Well i told you this before . Have one of those. They bring some filters. It is not a unit to use many times. But it works like a charm. Be aware if DIY beause of the material. You cannot use "anything". :aok:


----------



## Growdude (Dec 11, 2011)

Only use all stainless steel extractors.


----------



## SKAGITMAGIC (Dec 11, 2011)

bho_expertz said:
			
		

> Well i told you this before . Have one of those. They bring some filters. It is not a unit to use many times. But it works like a charm. Be aware if DIY beause of the material. You cannot use "anything". :aok:


 
Ya I know BHO, I'm just nervous, my uncle was killed in a Moonshine still explosion, leery of history repeating its self,so, How many uses, whats the tube made of? the Mrs. said if you ever get to America you can give us a first hand demonstration. Her maiden name was Lima, her folks immigrated to northern cali. in the 20s, she's a good portugese girl!!
Got the fire!!  Can I use this 20 times???


----------



## Graywolf (Dec 16, 2011)

A $6.99 DIY extractor made from a stainless turkey baster from Bed, bath, and beyond, works better.  The Honeybee is a little large in diameter for complete wetting.


----------



## bho_expertz (Dec 17, 2011)

Graywolf is right. The best thing is stainless. HoneyBee also only can be used for some times ... i think.

Today is the day ... Have 15/20 gr in buds that will grind today and put in the HoneyBee. Have two cans of butane and two 5 gr bottles to put the BHO.
Will let it rest for 48 hours outside and Kaboom ... BHO for me :hubba:.
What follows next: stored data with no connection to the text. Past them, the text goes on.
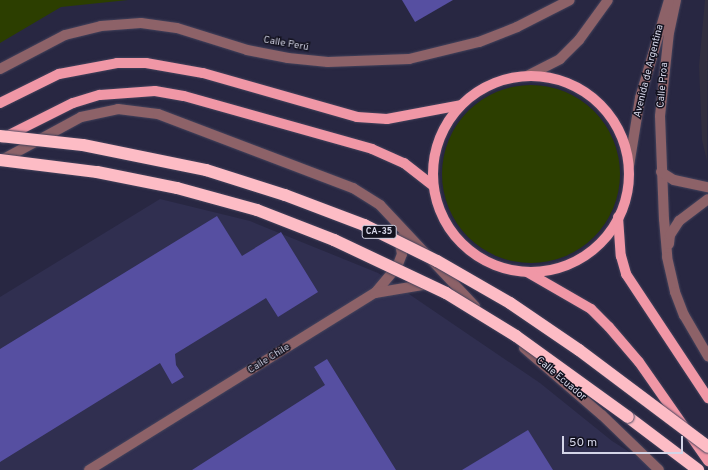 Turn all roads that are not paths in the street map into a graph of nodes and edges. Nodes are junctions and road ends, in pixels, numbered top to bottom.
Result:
1 (570, 0) edge
2 (608, 0) edge
3 (669, 0) edge
4 (676, 0) edge
5 (0, 69) edge
6 (527, 76) junction
7 (0, 103) edge
8 (461, 105) junction
9 (0, 136) edge
10 (0, 140) edge
11 (0, 161) edge
12 (629, 166) junction
13 (662, 172) junction
14 (433, 186) junction
15 (708, 187) edge
16 (708, 199) edge
17 (618, 217) junction
18 (397, 224) junction
19 (667, 257) junction
20 (527, 272) junction
21 (375, 293) junction
22 (459, 293) junction
23 (708, 356) edge
24 (708, 398) edge
25 (708, 447) edge
26 (708, 461) edge
27 (91, 469) edge
28 (659, 470) edge
29 (698, 470) edge

1 - 5 street, Calle Perú
2 - 6 street
3 - 12 street, Avenida de Argentina
4 - 13 street, Calle Proa
6 - 8 main road
6 - 12 main road
7 - 8 main road
8 - 14 main road
9 - 25 highway, CA-35, bridge
10 - 14 main road
11 - 18 street
11 - 29 highway, CA-35, bridge
12 - 17 main road
13 - 15 street
13 - 19 street, Calle Proa
14 - 20 main road
16 - 19 street, Calle Proa
17 - 20 main road
17 - 24 main road
18 - 21 street
18 - 22 street
19 - 23 street, Calle Proa
20 - 26 main road
21 - 22 street, Calle Chile
21 - 27 street, Calle Chile
22 - 28 street, Calle Ecuador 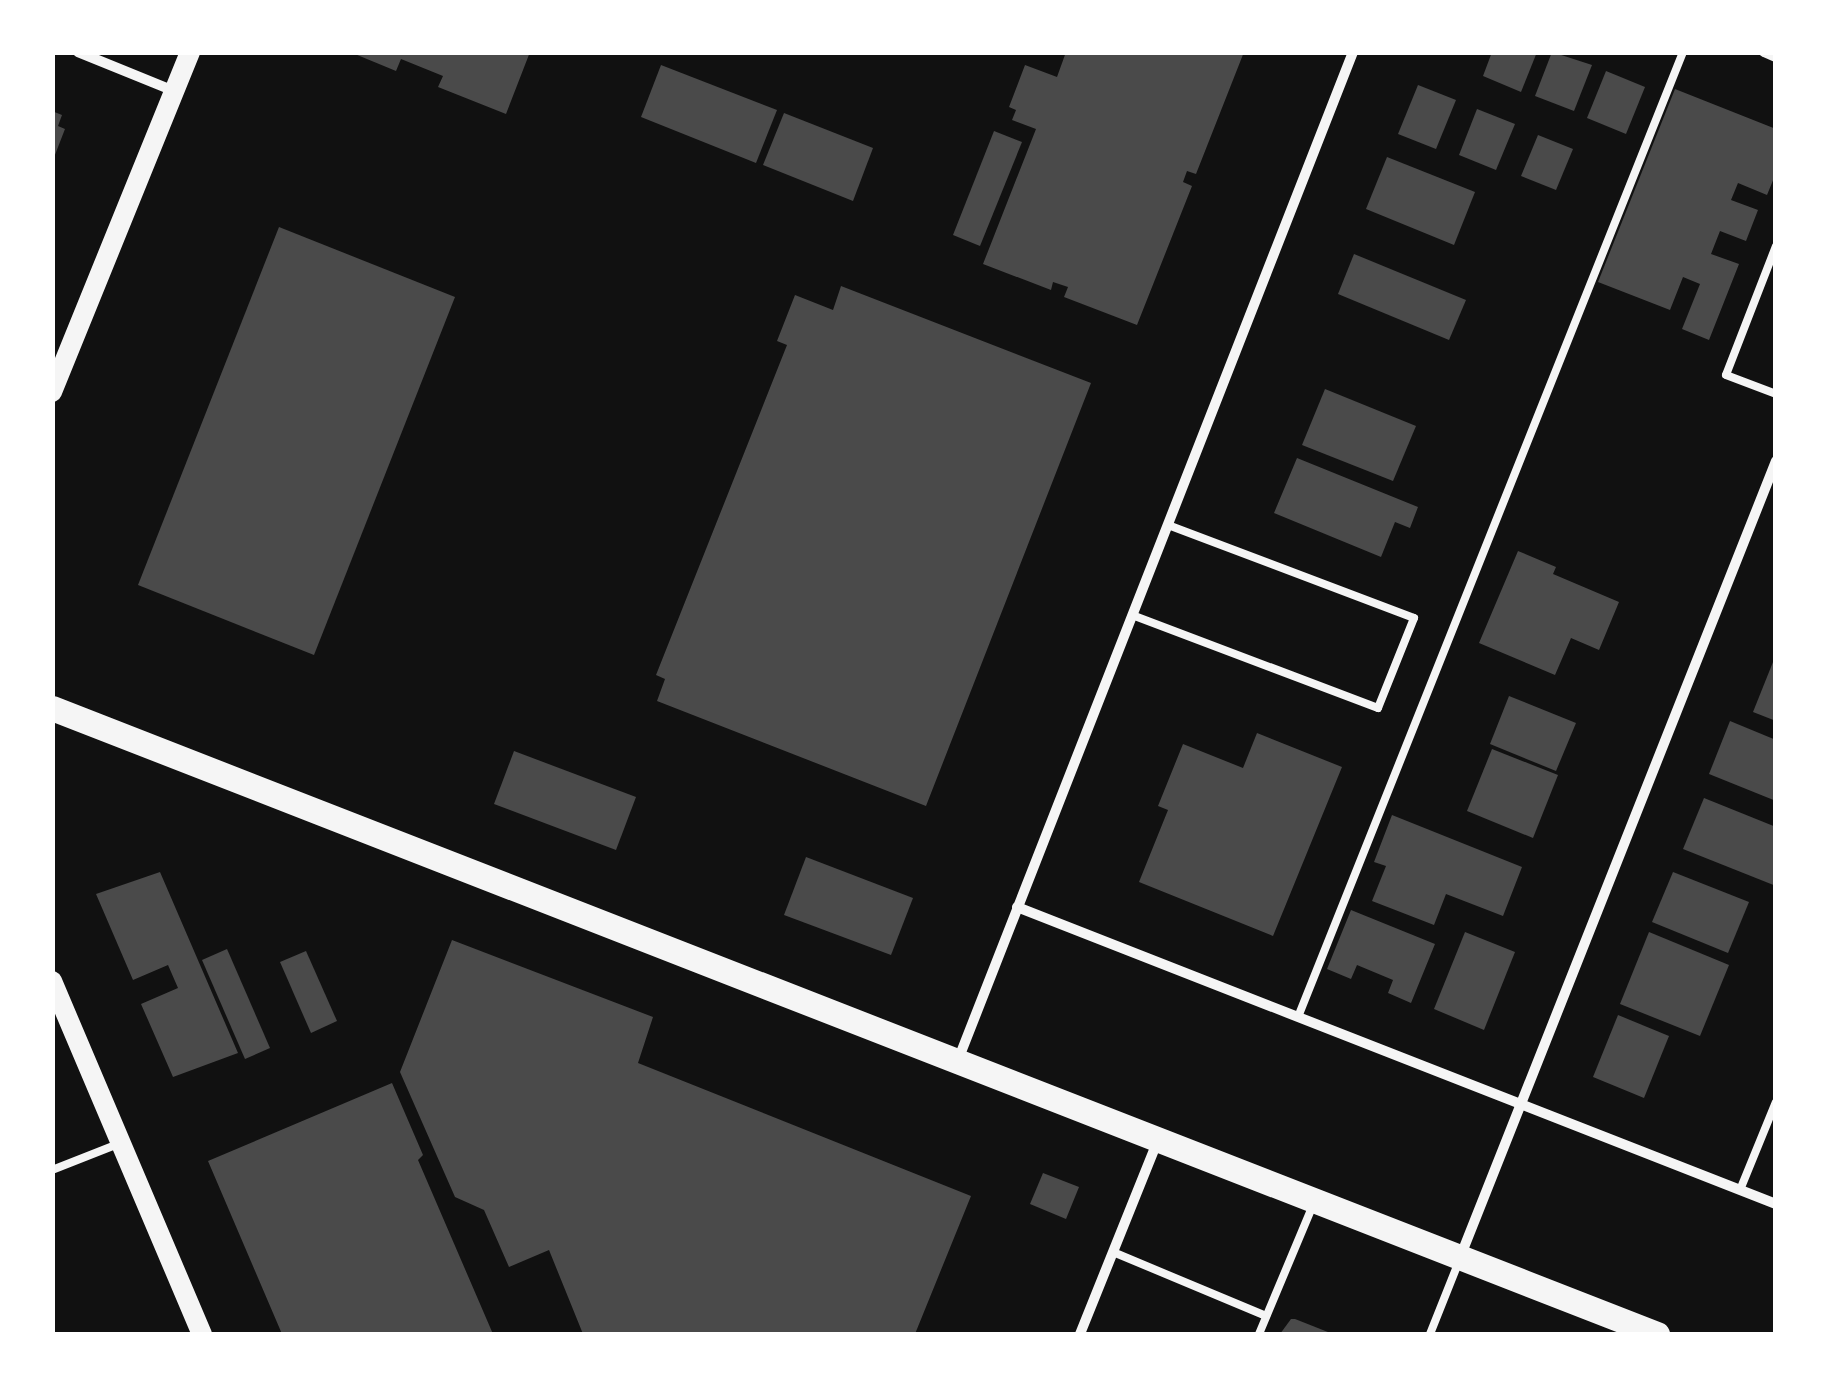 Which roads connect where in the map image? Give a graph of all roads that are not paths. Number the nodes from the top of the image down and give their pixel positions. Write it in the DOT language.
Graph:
graph roads {
  1 [pos="78,52"];
  2 [pos="190,52"];
  3 [pos="1353,52"];
  4 [pos="1683,52"];
  5 [pos="1764,52"];
  6 [pos="1776,57"];
  7 [pos="174,91"];
  8 [pos="1776,246"];
  9 [pos="52,392"];
  10 [pos="1776,394"];
  11 [pos="1776,461"];
  12 [pos="1168,525"];
  13 [pos="1132,615"];
  14 [pos="52,708"];
  15 [pos="1017,907"];
  16 [pos="52,980"];
  17 [pos="61,1016"];
  18 [pos="1298,1017"];
  19 [pos="958,1060"];
  20 [pos="1776,1102"];
  21 [pos="1521,1104"];
  22 [pos="1158,1139"];
  23 [pos="120,1143"];
  24 [pos="52,1170"];
  25 [pos="1740,1190"];
  26 [pos="1316,1199"];
  27 [pos="1776,1204"];
  28 [pos="1113,1252"];
  29 [pos="1461,1256"];
  30 [pos="1266,1316"];
  31 [pos="202,1334"];
  32 [pos="1080,1334"];
  33 [pos="1259,1334"];
  34 [pos="1430,1334"];
  35 [pos="1655,1334"];
  1 -- 7 [label="street"];
  2 -- 7 [label="main road"];
  3 -- 12 [label="street"];
  4 -- 18 [label="lane"];
  5 -- 6 [label="street"];
  7 -- 9 [label="main road"];
  8 -- 10 [label="lane"];
  11 -- 21 [label="street"];
  12 -- 13 [label="street"];
  12 -- 13 [label="lane"];
  13 -- 15 [label="street"];
  14 -- 19 [label="main road"];
  15 -- 18 [label="street"];
  15 -- 19 [label="street"];
  16 -- 17 [label="main road"];
  17 -- 23 [label="main road"];
  18 -- 21 [label="street"];
  19 -- 22 [label="main road"];
  20 -- 25 [label="lane"];
  21 -- 25 [label="street"];
  21 -- 29 [label="street"];
  22 -- 26 [label="main road"];
  22 -- 28 [label="street"];
  23 -- 24 [label="lane"];
  23 -- 31 [label="main road"];
  25 -- 27 [label="street"];
  26 -- 29 [label="main road"];
  26 -- 30 [label="lane"];
  28 -- 30 [label="lane"];
  28 -- 32 [label="street"];
  29 -- 34 [label="lane"];
  29 -- 35 [label="main road"];
  30 -- 33 [label="lane"];
}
Man ... i will go there someday for sure ... Perhaps next year after summer ? So i can help in yours outdoor crop . Have some friends in BC. Perhaps a bigger holidays to visit all tha good folks :aok:


----------



## bho_expertz (Dec 17, 2011)

Check this out ... Someday perhaps or NOT  





Credits for [email protected]

P.S.: Don't know why pic isn't shown ... Sorry.
P.S.2: It is working.


----------



## bho_expertz (Dec 17, 2011)

Buy this ... This is what you want ...  hxxp://www.okief.com

Props to NVTHIS for sharing the link.


----------



## pcduck (Dec 17, 2011)

:yeahthat:

bho I can't see the pic either


----------



## bho_expertz (Dec 17, 2011)

Pic working :hubba:


----------



## pcduck (Dec 17, 2011)

That is scary


----------



## serioussmoke (Dec 18, 2011)

Hey skagit gimme a call I can make the bho for you I already have glas extractors. so let me knwo if you want some help.


----------



## Graywolf (Dec 24, 2011)

We have our glass extractors made locally for $10 plus $1 an inch of length, and here is a simple  conversion of a $7 stainless turkey baster.


----------



## Growdude (Dec 24, 2011)

I bought these http://okief.com/DSCF0019.JPG so nice with the stand.


----------



## pcduck (Dec 24, 2011)

*GrowDude *I just got mine from there too 

It is a sweet little unit, Now I need to get some 5x or 7x butane and I will be ready to put it to the test


----------